■ **Problem to solve**: What is needed here is an exact repetition of the records below, beginning at the line that has "thumb mcp: (431, 502)" and stopping after the line that has "middle tip: (618, 210)".

■ **Extracted entries**:

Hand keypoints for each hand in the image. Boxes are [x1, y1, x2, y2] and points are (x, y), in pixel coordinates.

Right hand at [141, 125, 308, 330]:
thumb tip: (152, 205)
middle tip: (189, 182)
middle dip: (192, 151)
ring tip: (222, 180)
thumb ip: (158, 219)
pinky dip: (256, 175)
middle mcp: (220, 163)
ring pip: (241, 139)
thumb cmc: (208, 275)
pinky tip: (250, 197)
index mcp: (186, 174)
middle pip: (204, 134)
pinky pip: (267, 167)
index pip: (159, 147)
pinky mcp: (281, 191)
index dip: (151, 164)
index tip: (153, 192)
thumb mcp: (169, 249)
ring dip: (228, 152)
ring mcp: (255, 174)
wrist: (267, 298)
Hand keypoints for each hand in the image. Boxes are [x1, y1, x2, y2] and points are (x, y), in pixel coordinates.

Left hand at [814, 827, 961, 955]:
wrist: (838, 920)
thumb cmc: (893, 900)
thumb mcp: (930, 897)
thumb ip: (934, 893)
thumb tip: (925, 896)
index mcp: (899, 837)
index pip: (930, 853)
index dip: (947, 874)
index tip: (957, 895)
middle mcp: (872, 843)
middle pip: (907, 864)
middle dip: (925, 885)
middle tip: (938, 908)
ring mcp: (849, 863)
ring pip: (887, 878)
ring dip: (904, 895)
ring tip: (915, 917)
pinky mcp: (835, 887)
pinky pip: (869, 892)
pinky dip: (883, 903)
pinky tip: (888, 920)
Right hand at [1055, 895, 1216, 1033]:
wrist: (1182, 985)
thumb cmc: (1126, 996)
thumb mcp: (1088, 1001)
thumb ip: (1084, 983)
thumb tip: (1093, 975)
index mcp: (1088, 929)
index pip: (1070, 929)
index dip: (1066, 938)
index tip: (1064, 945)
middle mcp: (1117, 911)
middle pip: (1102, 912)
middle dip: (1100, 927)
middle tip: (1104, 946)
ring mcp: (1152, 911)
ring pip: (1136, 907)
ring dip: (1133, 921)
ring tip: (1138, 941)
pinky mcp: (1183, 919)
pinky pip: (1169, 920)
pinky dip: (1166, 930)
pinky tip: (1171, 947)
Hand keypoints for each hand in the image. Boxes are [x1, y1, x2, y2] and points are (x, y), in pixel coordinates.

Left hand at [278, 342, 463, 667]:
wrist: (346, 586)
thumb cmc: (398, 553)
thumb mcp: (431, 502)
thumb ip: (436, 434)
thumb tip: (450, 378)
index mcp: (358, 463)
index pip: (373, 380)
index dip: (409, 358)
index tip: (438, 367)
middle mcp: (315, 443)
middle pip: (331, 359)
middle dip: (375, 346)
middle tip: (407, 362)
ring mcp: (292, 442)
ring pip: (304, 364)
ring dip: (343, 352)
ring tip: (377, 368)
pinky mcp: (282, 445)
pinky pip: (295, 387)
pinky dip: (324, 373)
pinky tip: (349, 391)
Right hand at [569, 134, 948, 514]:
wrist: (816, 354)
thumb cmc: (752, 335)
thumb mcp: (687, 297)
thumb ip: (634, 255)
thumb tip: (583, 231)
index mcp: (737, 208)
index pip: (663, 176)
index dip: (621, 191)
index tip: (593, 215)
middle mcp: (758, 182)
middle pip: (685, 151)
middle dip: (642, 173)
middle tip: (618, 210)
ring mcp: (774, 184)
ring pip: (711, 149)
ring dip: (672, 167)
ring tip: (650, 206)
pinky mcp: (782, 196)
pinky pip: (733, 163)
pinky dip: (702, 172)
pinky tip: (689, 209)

■ **Answer for this exercise**:
thumb mcp: (431, 502)
thumb ip: (436, 434)
thumb tip: (450, 378)
index mcp: (358, 463)
index pip: (373, 380)
index dip: (409, 358)
index tip: (438, 367)
middle mcp: (315, 443)
middle pip: (331, 359)
middle dip: (375, 346)
middle tip: (407, 362)
ring mcp: (292, 442)
ring pip: (304, 364)
ring dip: (343, 352)
ring tip: (377, 368)
pinky mcp: (282, 445)
pinky pip: (295, 387)
pinky dip: (324, 373)
pinky tip: (349, 391)
Right hand at [569, 134, 948, 514]:
wrist: (816, 354)
thumb cmc: (752, 335)
thumb mcp: (687, 297)
thumb ip: (634, 255)
thumb tip: (583, 231)
index mcp: (737, 208)
index pip: (663, 176)
index dip: (621, 191)
index tip: (593, 215)
middle mcp: (758, 182)
middle pip: (685, 151)
middle dip: (642, 173)
middle tip: (618, 210)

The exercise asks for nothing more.